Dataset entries
▼

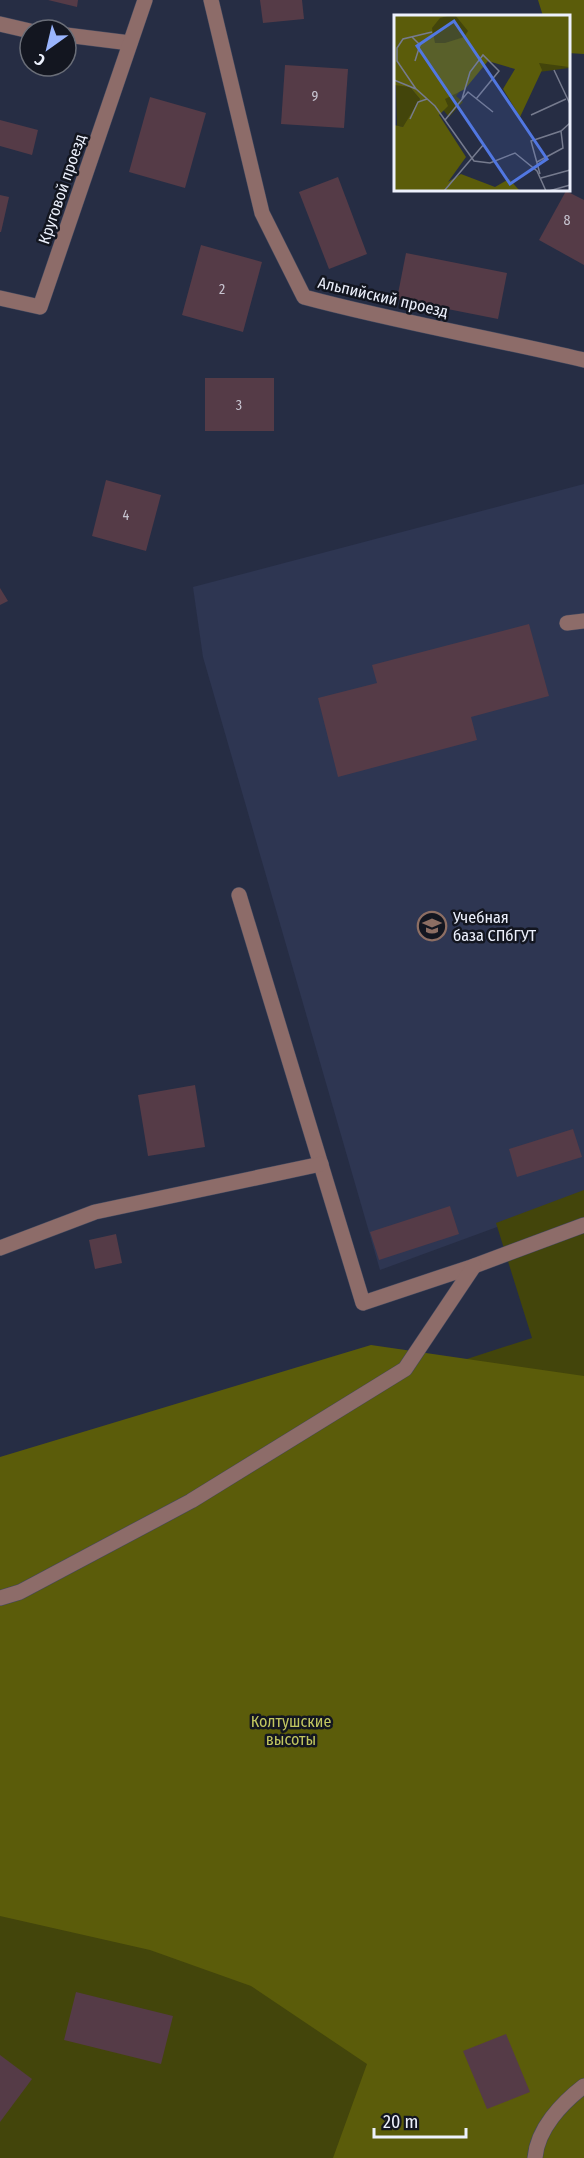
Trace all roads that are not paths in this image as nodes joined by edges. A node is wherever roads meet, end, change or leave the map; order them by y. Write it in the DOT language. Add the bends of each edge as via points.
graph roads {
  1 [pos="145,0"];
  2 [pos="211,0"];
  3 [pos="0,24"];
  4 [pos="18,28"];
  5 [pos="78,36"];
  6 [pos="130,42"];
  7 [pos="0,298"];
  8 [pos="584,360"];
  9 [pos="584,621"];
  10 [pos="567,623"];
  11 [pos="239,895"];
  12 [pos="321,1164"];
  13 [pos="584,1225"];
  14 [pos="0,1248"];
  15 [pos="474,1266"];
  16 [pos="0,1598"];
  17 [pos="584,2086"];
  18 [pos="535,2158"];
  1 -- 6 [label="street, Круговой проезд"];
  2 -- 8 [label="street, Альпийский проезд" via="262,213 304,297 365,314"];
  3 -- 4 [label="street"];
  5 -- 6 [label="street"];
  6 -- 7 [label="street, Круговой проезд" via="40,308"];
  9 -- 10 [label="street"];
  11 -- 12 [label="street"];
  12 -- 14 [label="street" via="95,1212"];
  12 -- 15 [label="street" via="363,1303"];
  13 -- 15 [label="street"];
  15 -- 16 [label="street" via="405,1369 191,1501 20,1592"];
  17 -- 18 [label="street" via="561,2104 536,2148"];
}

▲

> WHAT IS BEING ASKED
Leave out the pictures and copy every record above exactly.

> SOLUTION FOR THIS PROBLEM
Trace all roads that are not paths in this image as nodes joined by edges. A node is wherever roads meet, end, change or leave the map; order them by y. Write it in the DOT language. Add the bends of each edge as via points.
graph roads {
  1 [pos="145,0"];
  2 [pos="211,0"];
  3 [pos="0,24"];
  4 [pos="18,28"];
  5 [pos="78,36"];
  6 [pos="130,42"];
  7 [pos="0,298"];
  8 [pos="584,360"];
  9 [pos="584,621"];
  10 [pos="567,623"];
  11 [pos="239,895"];
  12 [pos="321,1164"];
  13 [pos="584,1225"];
  14 [pos="0,1248"];
  15 [pos="474,1266"];
  16 [pos="0,1598"];
  17 [pos="584,2086"];
  18 [pos="535,2158"];
  1 -- 6 [label="street, Круговой проезд"];
  2 -- 8 [label="street, Альпийский проезд" via="262,213 304,297 365,314"];
  3 -- 4 [label="street"];
  5 -- 6 [label="street"];
  6 -- 7 [label="street, Круговой проезд" via="40,308"];
  9 -- 10 [label="street"];
  11 -- 12 [label="street"];
  12 -- 14 [label="street" via="95,1212"];
  12 -- 15 [label="street" via="363,1303"];
  13 -- 15 [label="street"];
  15 -- 16 [label="street" via="405,1369 191,1501 20,1592"];
  17 -- 18 [label="street" via="561,2104 536,2148"];
}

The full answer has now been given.